▸ Work to be completed
An exact transcription of all the records is required, minus the images.
□ □ □ □ □
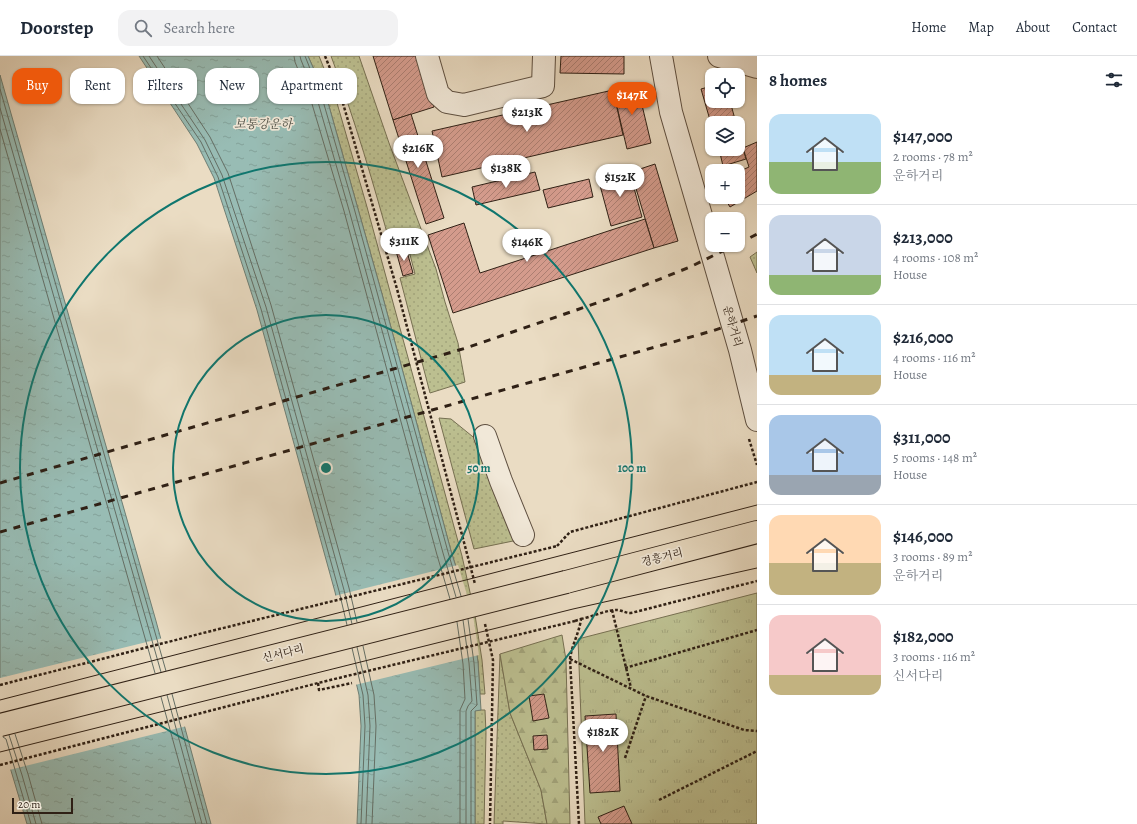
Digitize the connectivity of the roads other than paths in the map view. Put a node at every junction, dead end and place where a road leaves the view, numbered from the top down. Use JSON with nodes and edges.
{"nodes":[{"id":1,"x":427,"y":56,"type":"edge"},
{"id":2,"x":544,"y":56,"type":"edge"},
{"id":3,"x":662,"y":56,"type":"edge"},
{"id":4,"x":720,"y":56,"type":"edge"},
{"id":5,"x":757,"y":67,"type":"edge"},
{"id":6,"x":757,"y":420,"type":"edge"},
{"id":7,"x":485,"y":436,"type":"dead end"},
{"id":8,"x":757,"y":532,"type":"edge"},
{"id":9,"x":523,"y":535,"type":"dead end"},
{"id":10,"x":566,"y":582,"type":"joint"},
{"id":11,"x":0,"y":725,"type":"edge"}],
"edges":[{"from":1,"to":2,"type":"street"},
{"from":3,"to":6,"type":"street","name":"운하거리"},
{"from":4,"to":5,"type":"street"},
{"from":7,"to":9,"type":"street"},
{"from":8,"to":10,"type":"main road","name":"경흥거리"},
{"from":10,"to":11,"type":"main road","name":"신서다리","bridge":true}]}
□ □ □ □ □
▸ Result
Digitize the connectivity of the roads other than paths in the map view. Put a node at every junction, dead end and place where a road leaves the view, numbered from the top down. Use JSON with nodes and edges.
{"nodes":[{"id":1,"x":427,"y":56,"type":"edge"},
{"id":2,"x":544,"y":56,"type":"edge"},
{"id":3,"x":662,"y":56,"type":"edge"},
{"id":4,"x":720,"y":56,"type":"edge"},
{"id":5,"x":757,"y":67,"type":"edge"},
{"id":6,"x":757,"y":420,"type":"edge"},
{"id":7,"x":485,"y":436,"type":"dead end"},
{"id":8,"x":757,"y":532,"type":"edge"},
{"id":9,"x":523,"y":535,"type":"dead end"},
{"id":10,"x":566,"y":582,"type":"joint"},
{"id":11,"x":0,"y":725,"type":"edge"}],
"edges":[{"from":1,"to":2,"type":"street"},
{"from":3,"to":6,"type":"street","name":"운하거리"},
{"from":4,"to":5,"type":"street"},
{"from":7,"to":9,"type":"street"},
{"from":8,"to":10,"type":"main road","name":"경흥거리"},
{"from":10,"to":11,"type":"main road","name":"신서다리","bridge":true}]}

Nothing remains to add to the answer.